__EXERCISE GOAL__.
Give back every line of the material below that has the string "nodes".

_ _ _ _ _

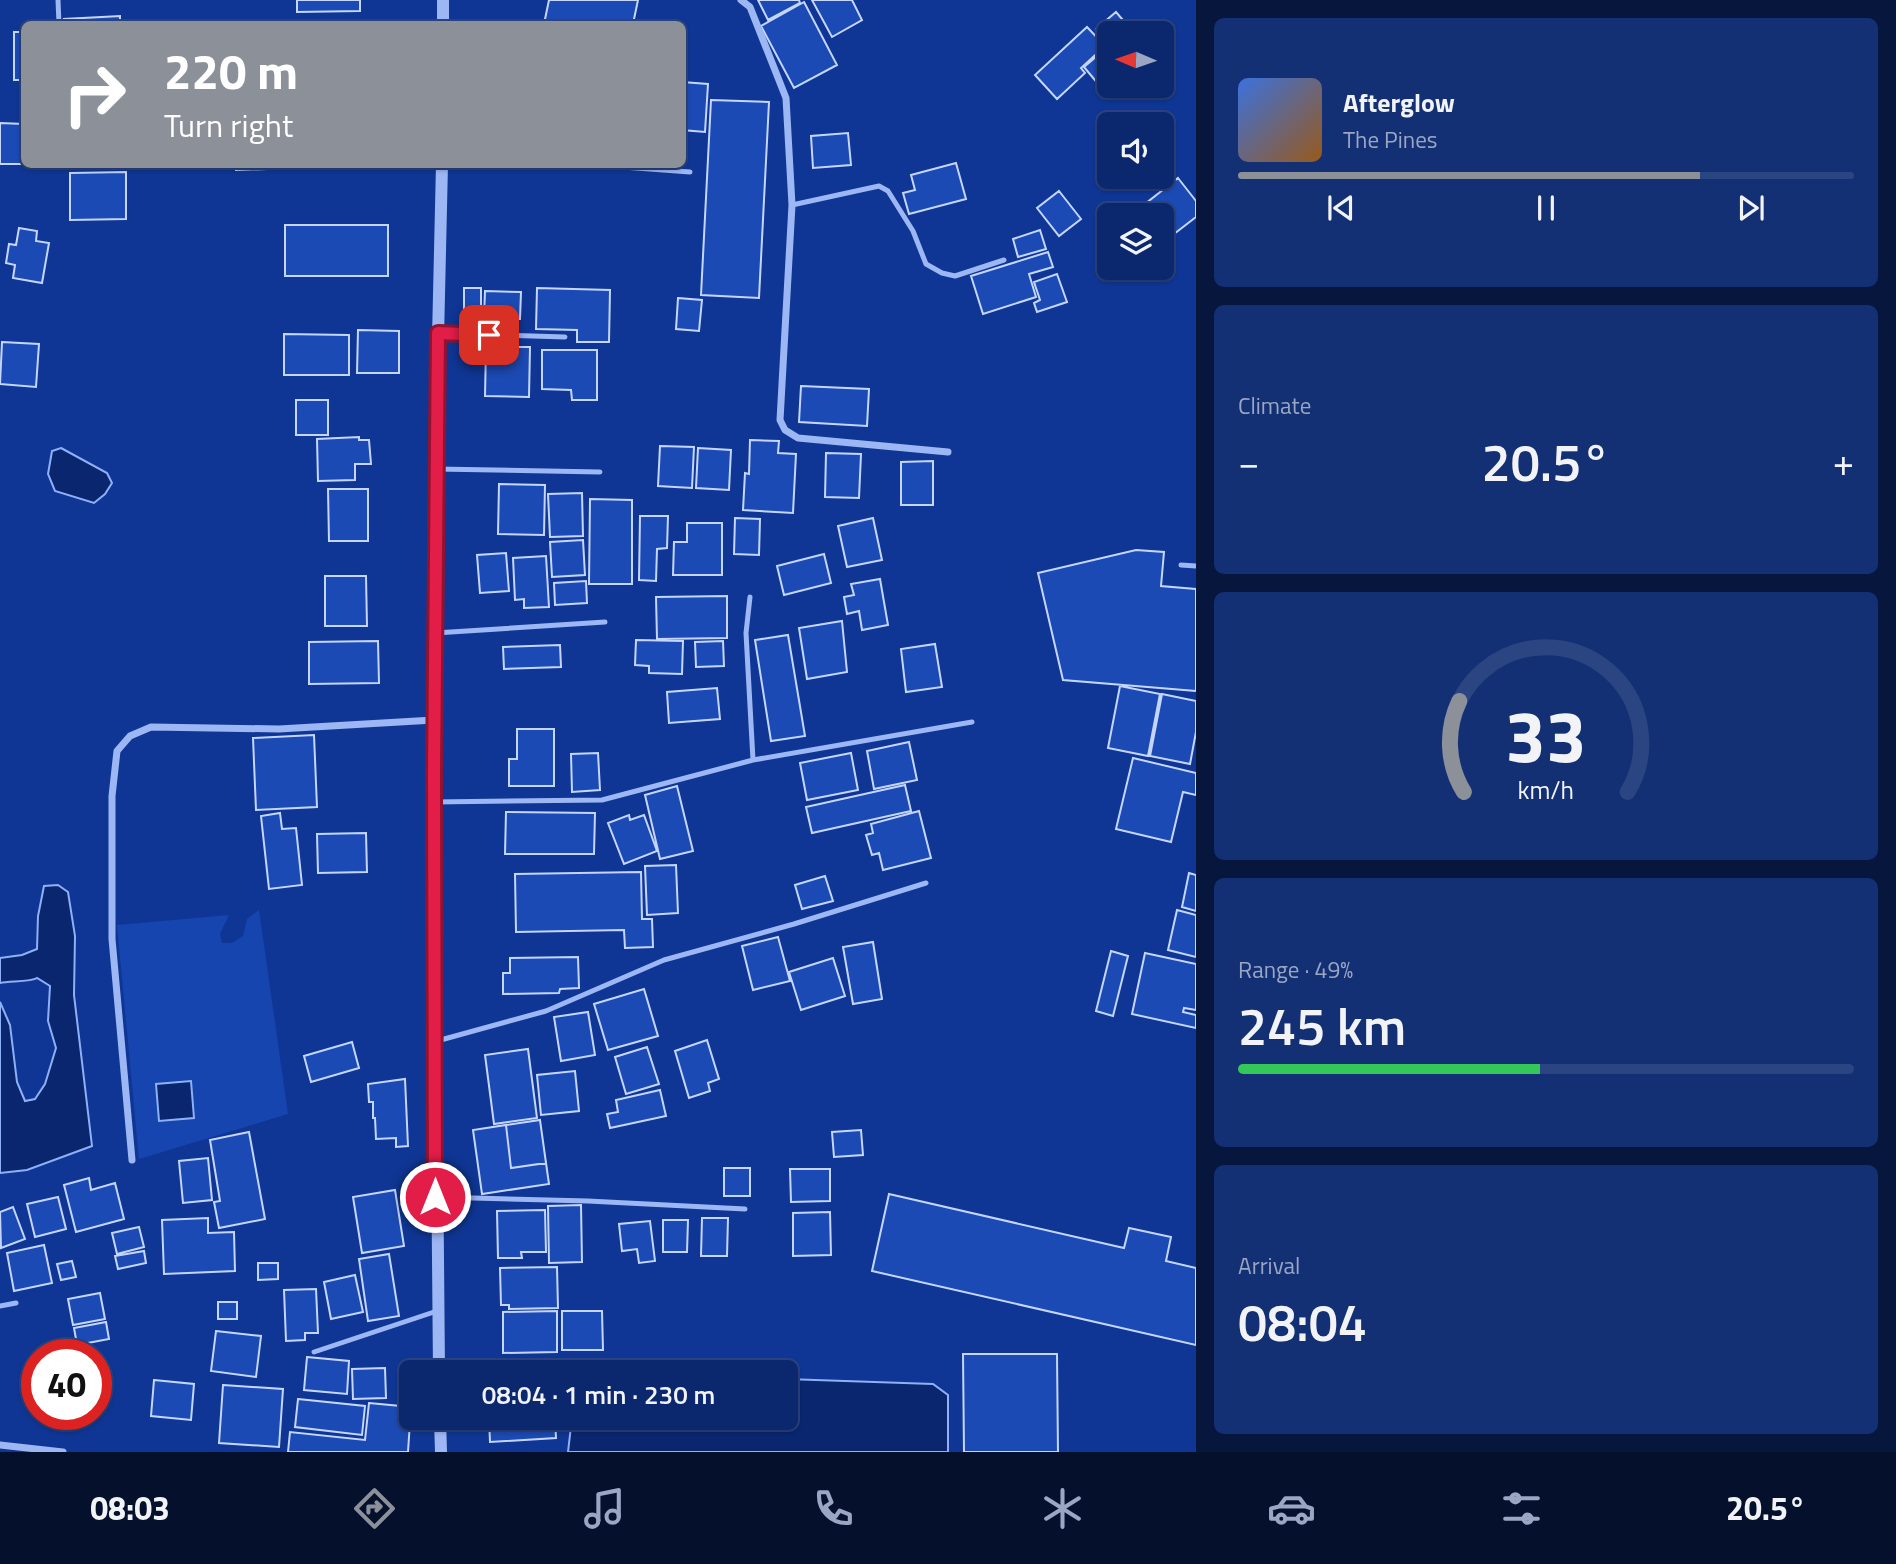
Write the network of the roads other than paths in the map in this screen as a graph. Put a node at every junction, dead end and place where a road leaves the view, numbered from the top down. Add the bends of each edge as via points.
1 (58, 0) edge
2 (443, 0) edge
3 (741, 0) edge
4 (59, 21) edge
5 (443, 21) edge
6 (443, 168) edge
7 (636, 168) edge
8 (690, 172) dead end
9 (792, 205) junction
10 (1004, 260) dead end
11 (438, 333) junction
12 (565, 337) dead end
13 (948, 452) dead end
14 (435, 469) junction
15 (600, 472) dead end
16 (1181, 565) dead end
17 (1196, 566) edge
18 (750, 597) dead end
19 (605, 622) dead end
20 (435, 633) junction
21 (434, 720) junction
22 (971, 722) dead end
23 (754, 760) junction
24 (434, 802) junction
25 (926, 883) dead end
26 (435, 1041) junction
27 (132, 1160) dead end
28 (435, 1197) junction
29 (745, 1209) dead end
30 (16, 1303) dead end
31 (0, 1306) edge
32 (436, 1311) junction
33 (314, 1352) dead end
34 (438, 1360) edge
35 (440, 1430) edge
36 (0, 1445) edge
37 (62, 1452) edge
38 (441, 1452) edge

1 - 4 lane
2 - 5 street
3 - 9 street via 750,7 786,98
6 - 11 street
7 - 8 lane
9 - 10 lane via 879,186 888,191 913,231 926,264 955,276
9 - 13 street via 780,419 785,430 797,438
11 - 12 lane
11 - 14 street
14 - 15 lane
14 - 20 street
16 - 17 lane
18 - 23 lane via 746,633
19 - 20 lane
20 - 21 street
21 - 24 street
21 - 27 street via 279,730 151,727 130,736 117,751 112,796 112,939
22 - 23 lane
23 - 24 lane via 602,800
24 - 26 street
25 - 26 lane via 664,960 545,1011
26 - 28 street
28 - 29 lane
28 - 32 street
30 - 31 lane
32 - 33 lane
32 - 34 street
35 - 38 street
36 - 37 street

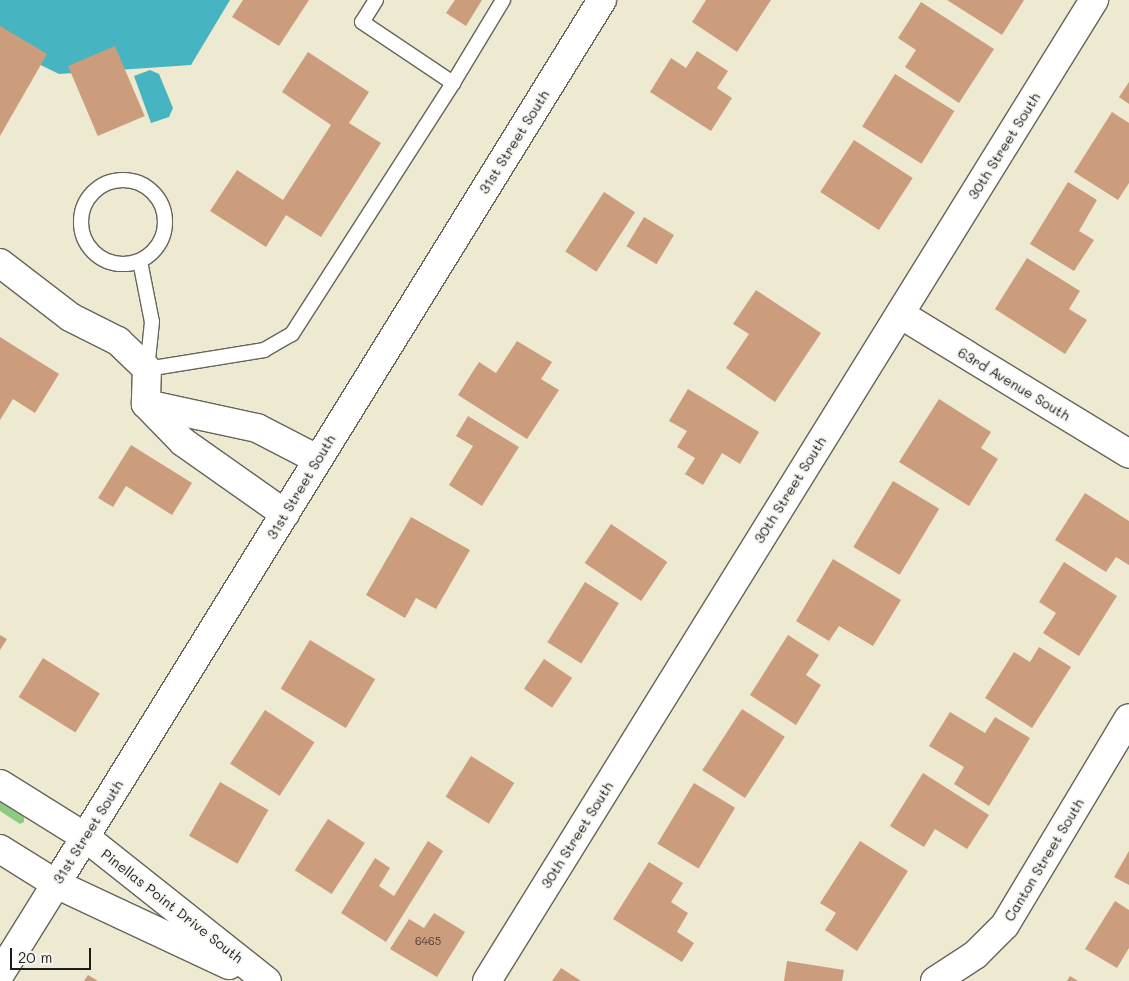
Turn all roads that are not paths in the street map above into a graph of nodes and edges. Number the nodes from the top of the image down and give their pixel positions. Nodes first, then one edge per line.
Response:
1 (376, 0) edge
2 (503, 0) edge
3 (602, 0) edge
4 (1094, 0) edge
5 (454, 83) junction
6 (140, 261) junction
7 (0, 263) edge
8 (900, 314) junction
9 (147, 368) junction
10 (146, 404) junction
11 (1129, 454) edge
12 (317, 459) junction
13 (285, 514) junction
14 (1129, 718) edge
15 (0, 784) edge
16 (85, 837) junction
17 (0, 849) edge
18 (56, 884) junction
19 (0, 974) edge
20 (266, 981) edge
21 (487, 981) edge
22 (935, 981) edge

1 - 5 lane
2 - 5 lane
3 - 12 street, 31st Street South
4 - 8 street, 30th Street South
5 - 9 lane
6 - 6 lane
6 - 9 lane
7 - 9 street
8 - 11 street, 63rd Avenue South
8 - 21 street, 30th Street South
9 - 10 street
10 - 12 street
10 - 13 street
12 - 13 street, 31st Street South
13 - 16 street, 31st Street South
14 - 22 street, Canton Street South
15 - 16 street, Pinellas Point Drive South
16 - 18 street, 31st Street South
16 - 20 street, Pinellas Point Drive South
17 - 18 street, Pinellas Point Drive South
18 - 19 street, 31st Street South
18 - 20 street, Pinellas Point Drive South

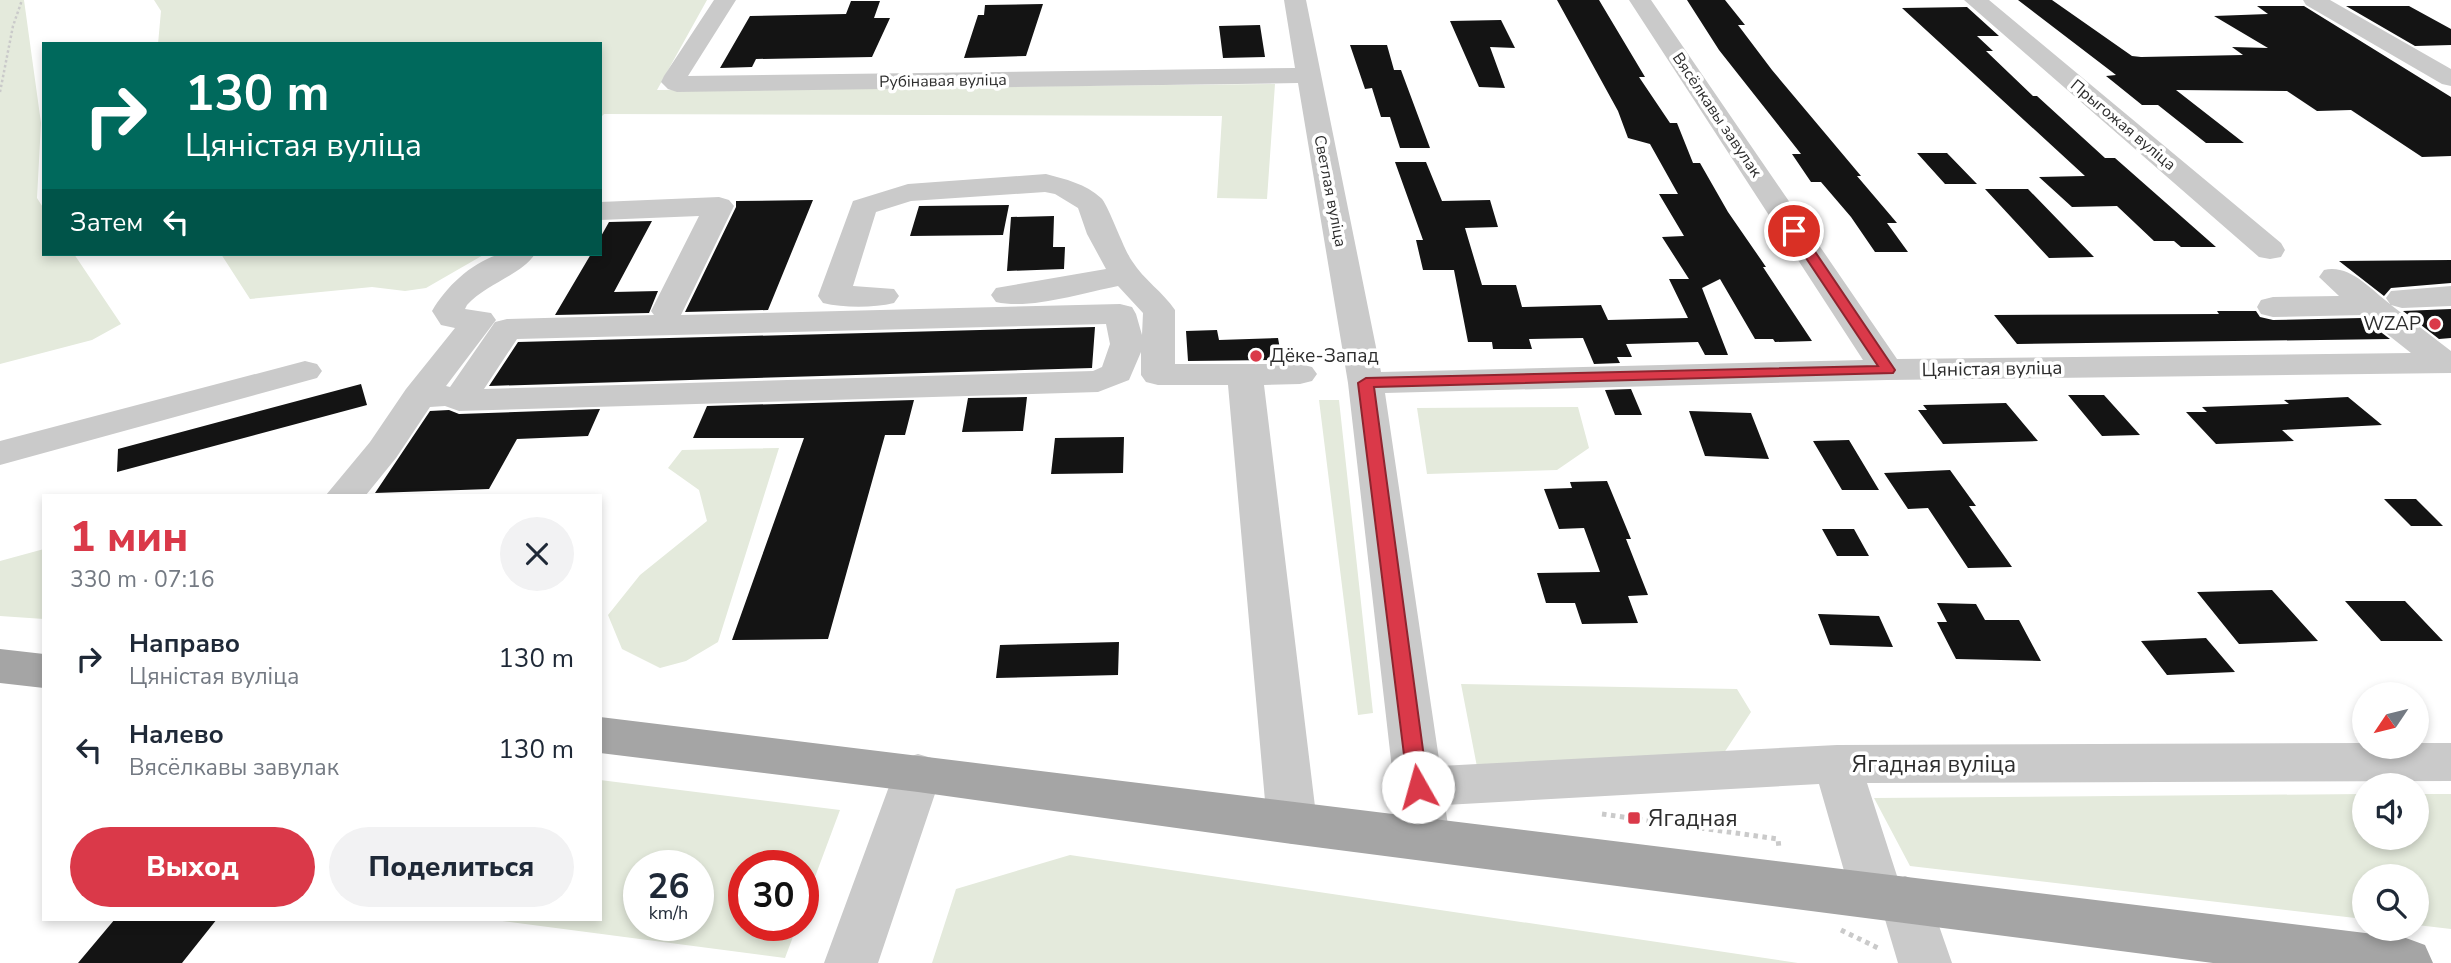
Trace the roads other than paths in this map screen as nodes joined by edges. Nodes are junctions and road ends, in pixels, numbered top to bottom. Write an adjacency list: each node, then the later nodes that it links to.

_ _ _ _ _

__REPLY TO THE TASK__.
Turn all roads that are not paths in the street map above into a graph of nodes and edges. Number the nodes from the top of the image down and give their pixel positions. Nodes first, then one edge per line.
Trace the roads other than paths in this map screen as nodes joined by edges. Nodes are junctions and road ends, in pixels, numbered top to bottom. Write an adjacency list: each node, then the later nodes that it links to.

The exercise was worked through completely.